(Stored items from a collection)
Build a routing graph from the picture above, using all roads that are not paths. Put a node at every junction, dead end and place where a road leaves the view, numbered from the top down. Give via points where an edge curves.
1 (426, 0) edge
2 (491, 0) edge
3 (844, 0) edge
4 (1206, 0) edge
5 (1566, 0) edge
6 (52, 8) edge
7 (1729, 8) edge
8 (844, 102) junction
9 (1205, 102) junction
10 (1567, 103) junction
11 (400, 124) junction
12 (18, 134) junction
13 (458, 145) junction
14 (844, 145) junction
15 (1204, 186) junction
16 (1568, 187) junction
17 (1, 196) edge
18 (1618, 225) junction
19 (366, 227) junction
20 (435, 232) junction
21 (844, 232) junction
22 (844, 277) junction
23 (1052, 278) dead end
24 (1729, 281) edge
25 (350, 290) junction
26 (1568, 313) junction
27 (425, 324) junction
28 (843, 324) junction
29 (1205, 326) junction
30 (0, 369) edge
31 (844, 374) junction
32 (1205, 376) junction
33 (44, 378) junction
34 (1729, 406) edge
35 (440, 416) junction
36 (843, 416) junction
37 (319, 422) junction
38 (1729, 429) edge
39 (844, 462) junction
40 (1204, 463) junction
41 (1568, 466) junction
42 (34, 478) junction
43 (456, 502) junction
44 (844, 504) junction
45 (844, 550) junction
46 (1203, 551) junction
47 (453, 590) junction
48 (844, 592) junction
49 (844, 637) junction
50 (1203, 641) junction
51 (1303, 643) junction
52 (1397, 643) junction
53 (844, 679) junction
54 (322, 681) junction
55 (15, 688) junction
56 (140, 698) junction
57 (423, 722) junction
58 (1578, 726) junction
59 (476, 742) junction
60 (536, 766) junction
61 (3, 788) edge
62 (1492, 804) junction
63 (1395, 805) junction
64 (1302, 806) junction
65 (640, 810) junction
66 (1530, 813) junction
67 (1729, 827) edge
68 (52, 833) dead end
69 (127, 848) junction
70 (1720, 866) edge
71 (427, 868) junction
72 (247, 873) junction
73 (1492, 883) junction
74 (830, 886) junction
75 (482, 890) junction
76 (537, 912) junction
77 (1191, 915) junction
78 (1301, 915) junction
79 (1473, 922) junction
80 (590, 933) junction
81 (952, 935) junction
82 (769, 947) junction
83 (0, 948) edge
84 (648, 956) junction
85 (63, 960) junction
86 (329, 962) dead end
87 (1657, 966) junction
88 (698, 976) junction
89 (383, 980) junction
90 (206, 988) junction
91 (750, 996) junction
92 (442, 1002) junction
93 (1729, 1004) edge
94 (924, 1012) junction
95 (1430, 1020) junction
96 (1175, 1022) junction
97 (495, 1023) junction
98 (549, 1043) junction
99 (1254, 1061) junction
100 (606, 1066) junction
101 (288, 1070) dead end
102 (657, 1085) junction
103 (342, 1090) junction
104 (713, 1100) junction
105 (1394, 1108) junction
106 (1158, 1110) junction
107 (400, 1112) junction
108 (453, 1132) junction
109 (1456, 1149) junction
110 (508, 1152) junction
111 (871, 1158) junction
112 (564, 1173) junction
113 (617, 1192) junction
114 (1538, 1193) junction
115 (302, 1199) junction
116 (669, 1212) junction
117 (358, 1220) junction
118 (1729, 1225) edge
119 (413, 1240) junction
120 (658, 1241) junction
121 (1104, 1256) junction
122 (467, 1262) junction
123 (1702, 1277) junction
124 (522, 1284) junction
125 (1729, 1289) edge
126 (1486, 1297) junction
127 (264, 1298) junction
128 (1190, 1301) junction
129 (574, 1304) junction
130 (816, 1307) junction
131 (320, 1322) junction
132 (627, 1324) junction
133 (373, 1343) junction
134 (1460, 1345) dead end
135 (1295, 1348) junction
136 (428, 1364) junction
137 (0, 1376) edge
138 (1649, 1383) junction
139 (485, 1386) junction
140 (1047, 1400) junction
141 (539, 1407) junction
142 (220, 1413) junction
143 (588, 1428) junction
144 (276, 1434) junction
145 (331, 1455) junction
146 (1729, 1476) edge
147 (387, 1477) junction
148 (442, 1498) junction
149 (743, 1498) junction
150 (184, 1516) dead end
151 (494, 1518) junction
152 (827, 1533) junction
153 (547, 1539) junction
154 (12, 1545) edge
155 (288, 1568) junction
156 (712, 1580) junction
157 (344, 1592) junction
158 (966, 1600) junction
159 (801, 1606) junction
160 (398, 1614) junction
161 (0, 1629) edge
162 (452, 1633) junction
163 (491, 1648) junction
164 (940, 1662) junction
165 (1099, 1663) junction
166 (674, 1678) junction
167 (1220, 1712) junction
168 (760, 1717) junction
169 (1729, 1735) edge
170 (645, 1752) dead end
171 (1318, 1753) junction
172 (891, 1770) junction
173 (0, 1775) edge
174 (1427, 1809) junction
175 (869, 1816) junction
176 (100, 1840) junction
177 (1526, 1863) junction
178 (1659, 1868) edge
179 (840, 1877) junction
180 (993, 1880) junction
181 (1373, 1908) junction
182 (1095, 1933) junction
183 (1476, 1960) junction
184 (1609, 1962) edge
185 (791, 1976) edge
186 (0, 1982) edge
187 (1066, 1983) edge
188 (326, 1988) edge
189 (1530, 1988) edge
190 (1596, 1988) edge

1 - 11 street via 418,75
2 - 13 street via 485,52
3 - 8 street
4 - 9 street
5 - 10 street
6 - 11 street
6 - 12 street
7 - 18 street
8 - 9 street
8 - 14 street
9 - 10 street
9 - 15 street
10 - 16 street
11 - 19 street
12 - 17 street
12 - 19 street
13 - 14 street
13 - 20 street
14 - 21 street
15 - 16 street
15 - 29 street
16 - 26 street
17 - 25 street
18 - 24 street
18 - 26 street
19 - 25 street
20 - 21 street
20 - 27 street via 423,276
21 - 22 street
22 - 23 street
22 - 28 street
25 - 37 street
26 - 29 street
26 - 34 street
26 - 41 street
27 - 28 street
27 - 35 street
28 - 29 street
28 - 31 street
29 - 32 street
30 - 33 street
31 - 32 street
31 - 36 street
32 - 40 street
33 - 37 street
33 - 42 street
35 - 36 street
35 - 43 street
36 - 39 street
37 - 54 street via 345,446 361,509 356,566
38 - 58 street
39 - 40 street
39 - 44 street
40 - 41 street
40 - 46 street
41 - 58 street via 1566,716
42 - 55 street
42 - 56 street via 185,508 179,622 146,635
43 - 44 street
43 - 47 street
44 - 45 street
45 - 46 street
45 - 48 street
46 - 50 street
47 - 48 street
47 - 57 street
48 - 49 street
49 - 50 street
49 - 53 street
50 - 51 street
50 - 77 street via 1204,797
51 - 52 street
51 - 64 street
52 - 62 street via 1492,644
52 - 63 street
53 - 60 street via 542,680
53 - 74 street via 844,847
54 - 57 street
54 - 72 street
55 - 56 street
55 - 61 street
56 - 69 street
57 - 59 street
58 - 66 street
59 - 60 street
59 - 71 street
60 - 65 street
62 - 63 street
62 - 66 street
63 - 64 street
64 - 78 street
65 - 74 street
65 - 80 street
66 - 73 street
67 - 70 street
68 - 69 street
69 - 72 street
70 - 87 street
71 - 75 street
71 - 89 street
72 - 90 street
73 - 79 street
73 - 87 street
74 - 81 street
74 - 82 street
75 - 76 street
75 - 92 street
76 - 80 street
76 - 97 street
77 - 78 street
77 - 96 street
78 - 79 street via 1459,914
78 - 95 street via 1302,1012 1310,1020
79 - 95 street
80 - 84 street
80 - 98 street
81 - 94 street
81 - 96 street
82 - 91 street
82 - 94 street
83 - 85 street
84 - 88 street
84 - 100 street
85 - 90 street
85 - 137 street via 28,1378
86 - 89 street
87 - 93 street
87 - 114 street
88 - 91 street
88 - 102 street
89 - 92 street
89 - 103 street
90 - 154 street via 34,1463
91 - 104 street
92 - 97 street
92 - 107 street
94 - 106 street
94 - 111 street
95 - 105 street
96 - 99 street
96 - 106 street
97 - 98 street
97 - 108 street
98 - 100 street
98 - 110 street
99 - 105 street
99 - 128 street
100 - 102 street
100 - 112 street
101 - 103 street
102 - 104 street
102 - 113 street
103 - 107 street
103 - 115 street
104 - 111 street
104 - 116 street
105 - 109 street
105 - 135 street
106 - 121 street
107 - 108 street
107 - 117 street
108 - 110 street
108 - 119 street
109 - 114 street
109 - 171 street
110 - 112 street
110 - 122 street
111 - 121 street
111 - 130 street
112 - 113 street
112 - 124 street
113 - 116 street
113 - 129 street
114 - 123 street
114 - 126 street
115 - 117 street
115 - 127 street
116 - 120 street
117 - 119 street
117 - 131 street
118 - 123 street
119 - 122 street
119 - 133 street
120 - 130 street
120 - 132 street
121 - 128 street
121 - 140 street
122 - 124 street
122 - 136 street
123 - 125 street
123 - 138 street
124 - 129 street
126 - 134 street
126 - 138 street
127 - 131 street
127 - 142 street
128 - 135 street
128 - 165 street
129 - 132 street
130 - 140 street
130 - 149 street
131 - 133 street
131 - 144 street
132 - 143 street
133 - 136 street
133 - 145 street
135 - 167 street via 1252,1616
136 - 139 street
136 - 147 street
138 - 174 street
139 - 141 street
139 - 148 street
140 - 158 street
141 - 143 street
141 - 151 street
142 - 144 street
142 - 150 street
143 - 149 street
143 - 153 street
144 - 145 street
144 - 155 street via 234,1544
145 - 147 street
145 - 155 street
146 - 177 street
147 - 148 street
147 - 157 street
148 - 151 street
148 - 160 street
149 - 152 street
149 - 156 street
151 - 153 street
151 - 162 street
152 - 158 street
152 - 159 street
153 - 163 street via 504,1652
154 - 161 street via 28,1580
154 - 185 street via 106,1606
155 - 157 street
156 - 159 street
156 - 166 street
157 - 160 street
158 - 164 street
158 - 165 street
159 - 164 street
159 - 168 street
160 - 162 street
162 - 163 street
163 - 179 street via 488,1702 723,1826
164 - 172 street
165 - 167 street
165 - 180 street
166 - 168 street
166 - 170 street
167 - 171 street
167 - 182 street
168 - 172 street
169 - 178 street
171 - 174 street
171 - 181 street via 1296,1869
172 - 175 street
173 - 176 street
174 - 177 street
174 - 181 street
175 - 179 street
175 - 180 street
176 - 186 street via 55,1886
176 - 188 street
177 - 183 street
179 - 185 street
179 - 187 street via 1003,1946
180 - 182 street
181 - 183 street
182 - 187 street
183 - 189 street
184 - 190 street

> What is needed: Exactly how many lines in the records above hold the string "dead"? Reply with that number only.

> Written solution: 8